The moderator of the Presbyterian Church of Victoria, the Reverend John Wilson, yesterday questioned whether a church that affirmed the practice of homosexuality was still a church.
In a letter to the editor of The Age, Mr Wilson, without naming the Uniting Church, asked how a church could condone something that God had condemned?
"The Bible condemns the homosexual lifestyle. Nature teaches the same. Even a common understanding of anatomy demonstrates the absurdity of it," he wrote. "A church that affirms the practice of homosexuality has departed from the gospel of Jesus. Is it still a church?"
Mr Wilson said last night he had not set out to attack another church. "I've asked a logical question, and I'm asking readers to draw a conclusion."
The Presbyterian Church comprises churches that did not join the merger of Methodists, Congregationalists and some Presbyterians that formed the Uniting Church in 1977.
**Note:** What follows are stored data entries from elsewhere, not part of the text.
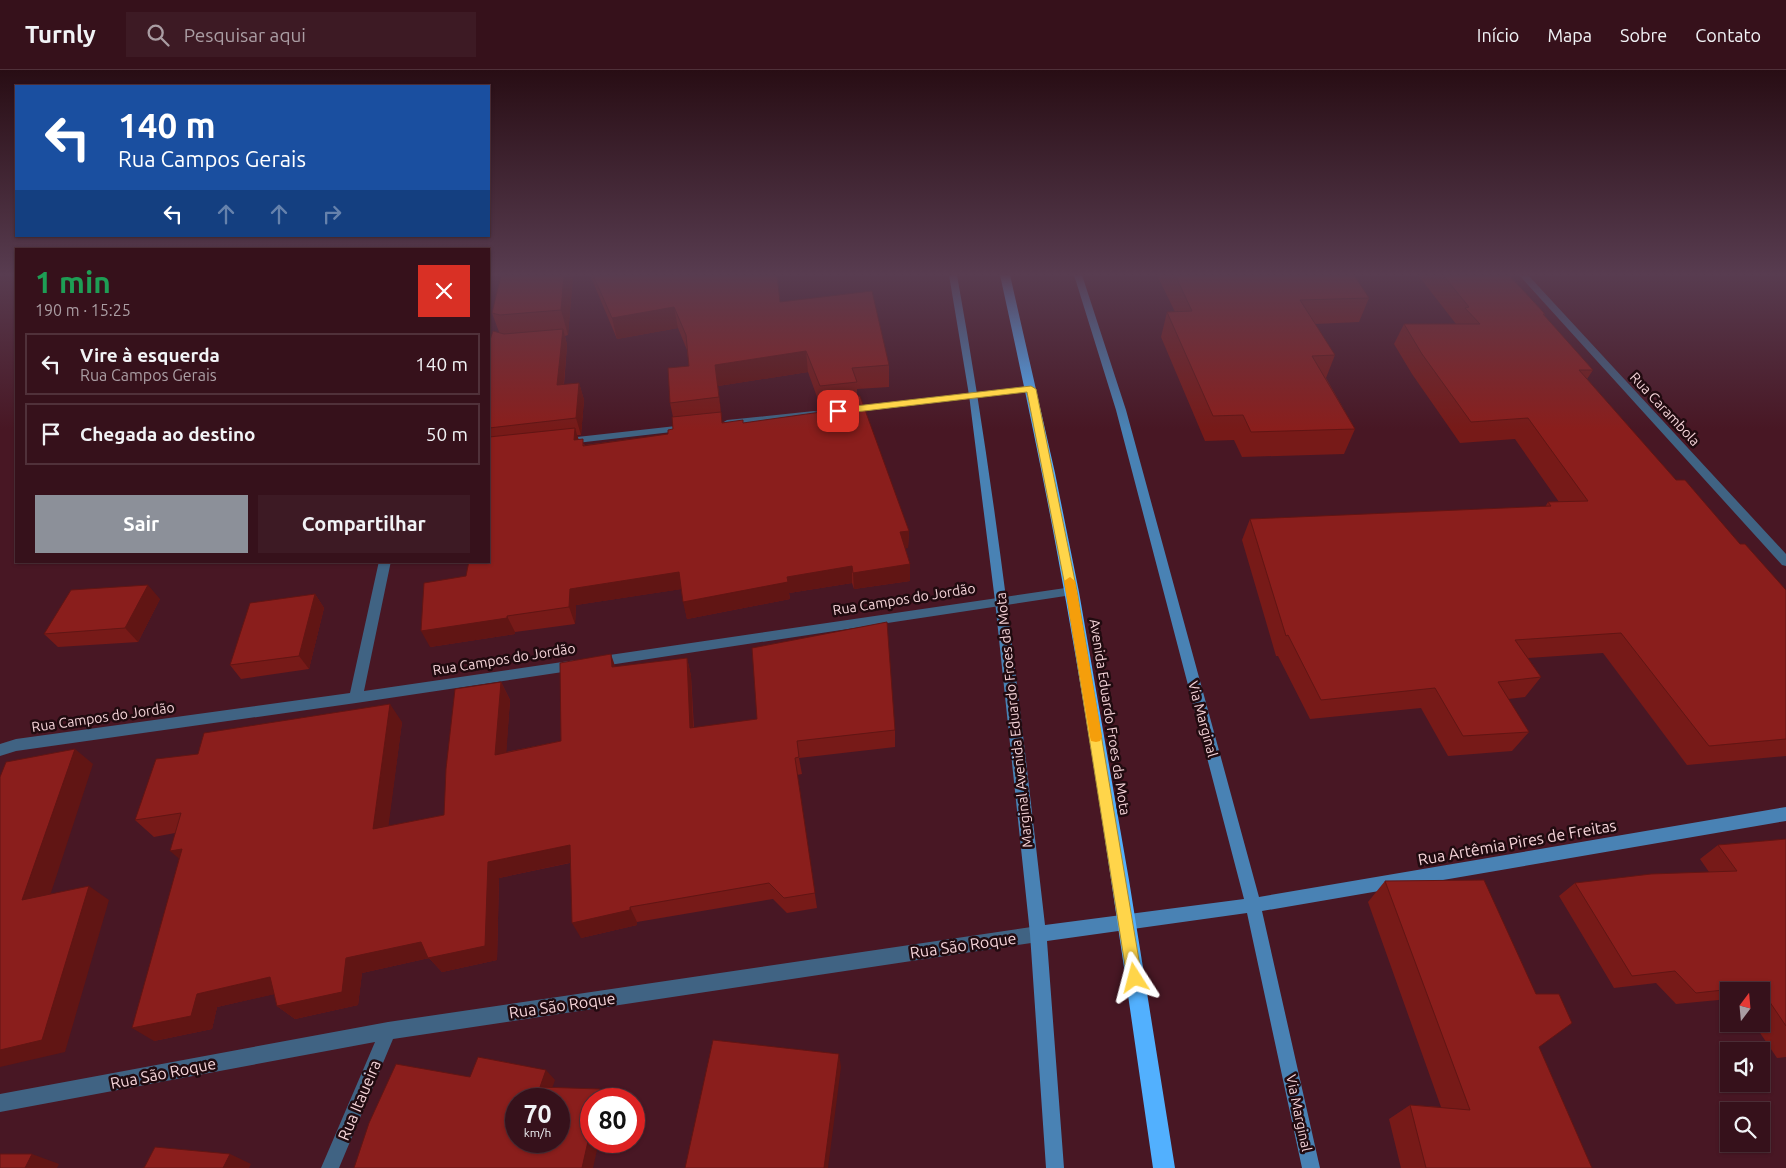 <!DOCTYPE html>
<html lang="pt">
<head>
<meta charset="utf-8">
<style>
	body { margin:0; font-family:Ubuntu,sans-serif; background:#3d1a24; color:#f1f3f6; height:100vh; display:flex; flex-direction:column; font-size:19px; white-space:nowrap }
	* { box-sizing:border-box; margin:0 }
	p { font-size:16px; color:#aa9da3 }
	.icon { flex:none; width:28px; height:28px; fill:none; stroke:currentColor; stroke-width:2; stroke-linecap:round; stroke-linejoin:round }
	.map { position:relative; flex:1; overflow:hidden }
	.side { position:absolute; left:15px; top:178px; width:475px; height:315px; display:flex; flex-direction:column; background:#36111b; border-radius:0px; box-shadow:0 1px 4px #0004,0 0 0 1px #50313a }
	.side>* { flex:none }
	.top-card { position:absolute; left:15px; top:15px; width:475px; height:152px; border-radius:0px; box-shadow:0 1px 4px #0004,0 0 0 1px #50313a; background:#1a4fa0; color:#fff; overflow:hidden }
	.needle { width:32px; rotate:16deg }
	.tools { position:absolute; left:1720px; top:912px; display:grid; gap:10px }
	.tools a { display:grid; place-items:center; width:50px; height:50px; border-radius:0px; background:#36111b; box-shadow:0 1px 4px #0004,0 0 0 1px #50313a; font-size:25px }
	.speed { position:absolute; left:505px; top:1018px; display:flex; gap:10px; font-size:25px; font-weight:700; text-align:center }
	.speed>* { display:grid; place-content:center; width:65px; height:65px; border-radius:50%; background:#36111b; box-shadow:0 1px 4px #0004,0 0 0 1px #50313a; line-height:1 }
	.speed small { font-size:12px; font-weight:400 }
	.speed .limit { border:8px solid #d22; background:#fff; color:#111 }
	.pin { position:absolute; display:grid; place-items:center; width:42px; height:42px; color:#fff; margin:-21px; border-radius:10px; box-shadow:0 2px 8px #0006 }
	.me { position:absolute; width:55px; margin:-28px; rotate:351deg; stroke-linejoin:round; filter:drop-shadow(0 0 4px #0008) }
	.turn { display:flex; align-items:center; gap:18px; height:105px; padding:0 20px; font-size:22px }
	.turn .icon { width:65px; height:65px; stroke-width:2.5 }
	.turn b { display:block; font-size:35px; line-height:42px }
	.lanes { display:flex; align-items:center; height:48px; padding:0 20px; background:#0003; justify-content:center; gap:25px; direction:ltr }
	.lanes .off { opacity:.35 }
	.round { display:grid; place-items:center; flex:none; width:52px; height:52px; border-radius:0px; background:#3d1a24 }
	.headline { display:flex; align-items:center; justify-content:space-between; height:85px; padding:0 20px }
	h1 { font-size:30px; font-weight:700; line-height:38px; color:#1e9e55 }
	.button { display:flex; gap:10px; margin-top:auto; padding:10px 20px }
	.button a { flex:1; height:58px; border-radius:0px; background:#8c9099; color:#fff; font-size:20px; font-weight:700; line-height:58px; text-align:center }
	.button a+a { background:#3d1a24; color:#f1f3f6 }
	ul { padding:0; list-style:none }
	li { display:flex; align-items:center; gap:15px; height:62px; margin:0 10px 8px; padding:0 10px; border:2px solid #50313a; border-radius:0px }
	li div { flex:1 }
	li b { display:block; font-size:19px }
	li em { font-style:normal }
	header { display:flex; align-items:center; gap:30px; box-sizing:border-box; height:70px; padding:0 25px; background:#36111b; border-bottom:1px solid #50313a }
	header strong { font-size:24px }
	nav { display:flex; gap:28px; margin-inline-start:auto; font-size:18px }
	.search { width:350px; height:45px; background:#3d1a24; display:flex; align-items:center; gap:12px; box-sizing:border-box; padding:0 18px; border-radius:0px; color:#aa9da3; font-size:19px }
	.map>svg:first-child { display:block }
	.lines { fill:none; stroke-linecap:round; stroke-linejoin:round }
	.street { fill:#406383; fill-rule:evenodd }
	.secondary { fill:#4982b4; fill-rule:evenodd }
	.highway { fill:#52b0fe; fill-rule:evenodd }
	.wall { fill:#771a18; fill-rule:evenodd }
	.shaded-wall { fill:#611514 }
	.building { fill:#8a1e1c; stroke:#611514; fill-rule:evenodd }
	.route { fill:#ffd54a; stroke:#a68a30 }
	.slow { fill:#f59e0b }
	.labels { text-anchor:middle; dominant-baseline:central; stroke-width:5; stroke-linejoin:round; paint-order:stroke }
	.street-label { font-size:14px; fill:#f5d4d9; stroke:#210b10 }
	.near-street-label { font-size:16px; fill:#f5d4d9; stroke:#210b10 }
</style>
</head>
<body>
<header>
<strong>Turnly</strong>
<div class="search"><svg class="icon" aria-label="search" viewBox="0 0 24 24"><circle cx="10" cy="10" r="6"/><path d="M15 15l6 6"/></svg>Pesquisar aqui</div>
<nav><a>Início</a><a>Mapa</a><a>Sobre</a><a>Contato</a></nav>
</header>
<div class="map">
<svg width="1786" height="1098" viewBox="0 0 1786 1098">
	<rect width="100%" height="100%" fill="#481724"/>
	<g class="lines">
		<path class="street" d="M1519,205H1528L1786,484V496L1782,495Z
			M1031,316L1036,319L1035,321L849,343L844,340L849,337Z
			M814,341L818,342V346L727,356L722,353L727,350Z
			M685,355L690,358L689,360L568,374L563,371L568,368Z
			M379,491H391L364,621L576,590L581,591L583,595L581,599L576,600L356,633L16,681L0,686V674L16,669L350,623Z
			M1072,517L1078,521L1072,525L596,597L591,596L590,592L591,588L596,587Z
			M1038,856L1044,859L1046,864L1044,869L1038,872L393,969L339,1098H321L375,972L0,1042V1024L388,952Z"/>
		<path class="secondary" d="M949,205H957C996,421 1020,638 1045,855L1244,829L1116,340L1074,205H1082L1126,340L1259,827L1786,737V751L1262,841L1320,1098H1302L1247,843L1047,871L1064,1098H1046L1030,864L995,531L969,325Z"/>
		<path class="highway" d="M1000,205H1010L1055,403L1079,522L1129,810L1175,1098H1153C1123,892 1095,686 1057,482C1040,389 1020,297 1000,205Z"/>
	</g>
	<path class="wall" d="M573,205L568,265L565,266L567,275L564,315L579,313L584,330L581,365H577L579,370L585,375L668,364L673,359V347L670,333L689,296L687,280L678,258L617,269L590,205H777L780,232L889,295V317L857,319V327L909,461L908,478H905L910,494V511L854,519L852,513L789,523L790,529L687,549L681,519L576,535L575,554L515,562V564L430,577L466,506L489,491V270H490L499,262L492,243ZM808,302L821,338L824,337V342L743,353L722,352L718,316Z
		M1159,205H1354L1369,228L1359,252L1315,254L1335,285L1326,308L1355,359L1344,384L1242,387L1234,370L1205,371L1161,267L1167,242H1175L1158,207Z
		M1418,205H1509L1545,244L1544,246L1593,300L1587,309L1676,410L1786,520V686L1687,695L1603,583L1528,588L1541,607L1525,627L1508,629L1529,662L1512,681L1448,686L1421,638L1310,649L1278,586H1276L1242,470L1250,449L1545,437L1548,432H1559L1515,369L1460,373L1412,304L1394,274L1404,254H1456Z
		M315,524L324,538L309,599L241,609L230,595Z
		M160,529L138,572L58,577L44,564Z
		M687,588L691,606L694,658L895,660V677L799,688L802,704L797,705L817,838L787,843L773,829L637,852V855L581,868L570,793L499,808L497,890L442,902L429,888L362,903L358,935L295,949L277,936L274,924L217,937L212,959L154,971L179,789L175,763L154,767L135,750L198,684L402,652L388,756L444,745L501,612L510,630L506,682L561,671L615,597Z
		M1786,769V987L1777,988L1754,954H1761V921H1729V929L1676,934L1656,913L1614,918L1559,826L1575,813L1709,802L1700,789L1718,775L1775,770Z
		M1385,811L1539,977L1592,1098H1401L1389,1049L1410,1035L1441,1037L1368,832Z"/>
	<path class="shaded-wall" d="M564,205H573L568,265L561,240Z
		M674,237L678,258L617,269L612,248Z
		M563,259L567,275L562,332L557,315Z
		M806,281L808,302L718,316L722,349L719,327L715,295Z
		M579,313L584,330L581,365L576,348Z
		M575,358L580,375L574,370Z
		M909,461L908,478L900,479V462Z
		M910,494V511L854,519L853,503Z
		M852,496V513L789,523L790,529L687,549L683,532L787,507Z
		M679,502L682,519L576,535L575,554L569,537L570,519Z
		M148,515L160,529L138,572L125,558Z
		M315,524L324,538L309,599L299,586Z
		M507,546L515,562V564L430,577L421,561Z
		M611,584L617,602L612,597Z
		M687,588L691,606L694,676L690,658Z
		M501,612L510,630L505,702L495,685Z
		M390,634L402,652L386,775L373,759Z
		M75,679L93,694L44,844L22,830Z
		M570,775L578,791L499,808L497,890L442,902L429,888L362,903L358,935L295,949L277,936L488,792Z
		M182,779L189,797L170,781Z
		M89,816L109,830L65,982L0,997V980Z
		M630,837L637,852V855L581,868L572,853Z
		M270,907L288,921L217,937L212,959L154,971L132,958L197,924Z
		M839,984L841,997L828,1098H824Z
		M546,1000L555,1010L549,1027L540,1017Z
		M600,1019L608,1029H598Z
		M591,1058V1071H599L593,1098H582Z
		M32,1084L59,1094L57,1098H25Z
		M230,1084L251,1094L249,1098H223Z"/>
	<path class="building" d="M501,205H564L561,240L500,245L492,243Z
		M593,205H777L780,232L872,221L889,295L852,298L857,312L820,316L806,281L715,295L719,327L670,333L668,298L689,296L686,265L674,237L612,248Z
		M1175,205H1354L1369,228L1300,230L1335,285L1312,286L1355,359L1251,362L1243,345L1213,346L1167,242L1192,241Z
		M1443,205H1509L1545,244H1543L1593,300H1579L1676,410H1685L1740,474H1745L1786,520V669L1709,676L1621,563L1515,570L1541,607L1498,612L1529,662L1463,666L1435,618L1321,630L1288,565L1286,566L1250,449L1551,436L1548,432L1588,431L1528,348L1471,352L1422,284L1404,254H1480L1465,238L1469,237Z
		M563,259L557,315L579,313L576,348L489,358V270H490L493,261L504,264Z
		M860,326L909,461L900,462L910,494L853,503L852,496L787,507L788,512L683,532L679,502L570,519L569,537L507,546V548L421,561L424,513L466,506L469,491H489V367L575,358L574,370L583,369V376L668,364V360L673,359L672,347L721,342L722,353L743,350V353L828,341L823,330Z
		M148,515L125,558L44,564L71,520Z
		M315,524L299,586L230,595L250,533Z
		M887,552L895,660L797,671L799,687L795,688L815,823L784,828L769,813L630,837V840L572,853L570,775L488,792L485,876L428,888L421,872L346,888L342,922L277,936L270,907L197,924L191,946L132,958L182,779L170,781L181,743L135,750L156,689L198,684L204,663L390,634L373,759L444,745L446,699L455,619L501,612L495,685L561,671L560,593L611,584L612,597L687,588L690,658L757,649L752,578Z
		M75,679L22,830L89,816L42,970L0,980V707L6,692Z
		M1786,769V956L1759,916L1696,923L1675,901L1632,906L1575,813L1651,804L1737,801L1718,775L1775,770Z
		M1484,810L1536,924H1559L1572,953L1539,977L1592,1098H1426L1410,1035L1470,1040L1385,811Z
		M713,970L839,984L824,1098H685Z
		M478,987L546,1000L540,1017L600,1019L598,1029H591V1058L582,1098H354L369,1053L396,994L470,1007ZM516,1029H559V1071H516Z
		M155,1077L230,1084L223,1098H143H144Z
		M0,1084H32L25,1098H0Z"/>
	<linearGradient id="sky" x2="0" y2="1"><stop stop-color="#280d14"/><stop offset="0.57" stop-color="#583c50"/><stop offset="1" stop-color="#583c50" stop-opacity="0"/></linearGradient>
	<rect width="1786" height="359" fill="url(#sky)"/>
	<path class="route" d="M1031,316L1036,319L1077,521L1142,908L1140,913L1135,915L1130,913L1127,908L1066,521L1027,322L838,344L833,341L838,338Z"/>
	<path class="slow" d="M1070,507L1075,511L1102,667L1100,671L1096,672L1091,671L1090,667L1064,511Z"/>
	<g class="labels">
		<g class="street-label">
			<text transform="translate(1665 339) rotate(47)">Rua Carambola</text>
			<text transform="translate(904 529) rotate(-9)">Rua Campos do Jordão</text>
			<text transform="translate(504 589) rotate(-9)">Rua Campos do Jordão</text>
			<text transform="translate(103 647) rotate(-8)">Rua Campos do Jordão</text>
			<text transform="translate(1110 647) rotate(81)">Avenida Eduardo Froes da Mota</text>
			<text transform="translate(1203 649) rotate(75)">Via Marginal</text>
			<text transform="translate(1014 650) rotate(-96)">Marginal Avenida Eduardo Froes da Mota</text>
			<text transform="translate(1299 1043) rotate(78)">Via Marginal</text>
		</g>
		<g class="near-street-label">
			<text transform="translate(1517 772) rotate(-10)">Rua Artêmia Pires de Freitas</text>
			<text transform="translate(963 875) rotate(-8)">Rua São Roque</text>
			<text transform="translate(562 935) rotate(-8)">Rua São Roque</text>
			<text transform="translate(163 1003) rotate(-11)">Rua São Roque</text>
			<text transform="translate(359 1030) rotate(-67)">Rua Itaueira</text>
		</g>
	</g>
</svg>
<div class="tools">
<a><svg class="needle" viewBox="-14 -14 28 28"><path d="M0-13l5 13h-10z" fill="#e53935"/><path d="M0 13l5-13h-10z" fill="#aa9da3"/></svg></a>
<a><svg class="icon" aria-label="sound" viewBox="0 0 24 24"><path d="M4 9h4l5-4v14l-5-4H4zM17 9q2 3 0 6"/></svg></a>
<a><svg class="icon" aria-label="search" viewBox="0 0 24 24"><circle cx="10" cy="10" r="6"/><path d="M15 15l6 6"/></svg></a>
</div>
<div class="speed"><div>70<small>km/h</small></div><div class="limit">80</div></div>
<div class="pin" style="left:838px;top:341px;background:#d93025"><svg class="icon" aria-label="arrive" viewBox="0 0 24 24"><path d="M6 21V4h12l-3 4 3 4H6"/></svg></div>
<svg class="me" style="left:1135px;top:908px" viewBox="-20 -20 40 40"><path d="M0-17L14 15 0 8-14 15z" fill="#ffd54a" stroke="#fff" stroke-width="4"/></svg>
<div class="top-card">
<div class="turn"><svg class="icon" aria-label="left" viewBox="0 0 24 24"><path d="M17 20v-9H6M10 6l-5 5 5 5"/></svg><div><b>140 m</b>Rua Campos Gerais</div></div>
<div class="lanes"><svg class="icon" aria-label="left" viewBox="0 0 24 24"><path d="M17 20v-9H6M10 6l-5 5 5 5"/></svg><svg class="icon off" aria-label="ahead" viewBox="0 0 24 24"><path d="M12 20V5M6 11l6-6 6 6"/></svg><svg class="icon off" aria-label="ahead" viewBox="0 0 24 24"><path d="M12 20V5M6 11l6-6 6 6"/></svg><svg class="icon off" aria-label="right" viewBox="0 0 24 24"><path d="M7 20v-9h11M14 6l5 5-5 5"/></svg></div>
</div>
<section class="side">
<div class="headline"><div><h1>1 min</h1><p>190 m · 15:25</p></div><a class="round" style="background:#d93025;color:#fff"><svg class="icon" aria-label="close" viewBox="0 0 24 24"><path d="M6 6l12 12M18 6L6 18"/></svg></a></div>
<ul>
<li><svg class="icon" aria-label="left" viewBox="0 0 24 24"><path d="M17 20v-9H6M10 6l-5 5 5 5"/></svg><div><b>Vire à esquerda</b><p>Rua Campos Gerais</p></div><em>140 m</em></li>
<li><svg class="icon" aria-label="arrive" viewBox="0 0 24 24"><path d="M6 21V4h12l-3 4 3 4H6"/></svg><div><b>Chegada ao destino</b></div><em>50 m</em></li>
</ul>
<div class="button"><a>Sair</a><a>Compartilhar</a></div>
</section>
</div>
</body>
</html>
Prominent Uniting Church minister the Reverend Fred Nile resigned from the church yesterday in protest at the policy on homosexuals, saying the church national assembly in Melbourne last week had rejected the authority of the Bible.
The Anglican diocese of Sydney also warned last week that the new policy might retard moves for closer ties between the Uniting and Anglican churches in Australia.
The assembly passed the resolution that unmarried people should be celibate, but that there was no bar to people in committed same-sex relationships being ordained.
Mr Nile, the leader of the Christian Democratic Party and a NSW MP, said the assembly had broken with the tenet that faith and obedience are regulated and nourished by the Bible.
Mr Nile said he had renewed his affiliation with the evangelical Fellowship of Congregational Churches, in which he had been ordained a minister in 1964.
The president of the Uniting Church, the Reverend Dean Drayton, said: "Of course it's Fred's right to resign, but I'm sad that he has. The proposal that went through the assembly was explicitly designed to make space for a person like Fred within the church."
Dr Drayton said the proposal sought to acknowledge the integrity of every participants' position.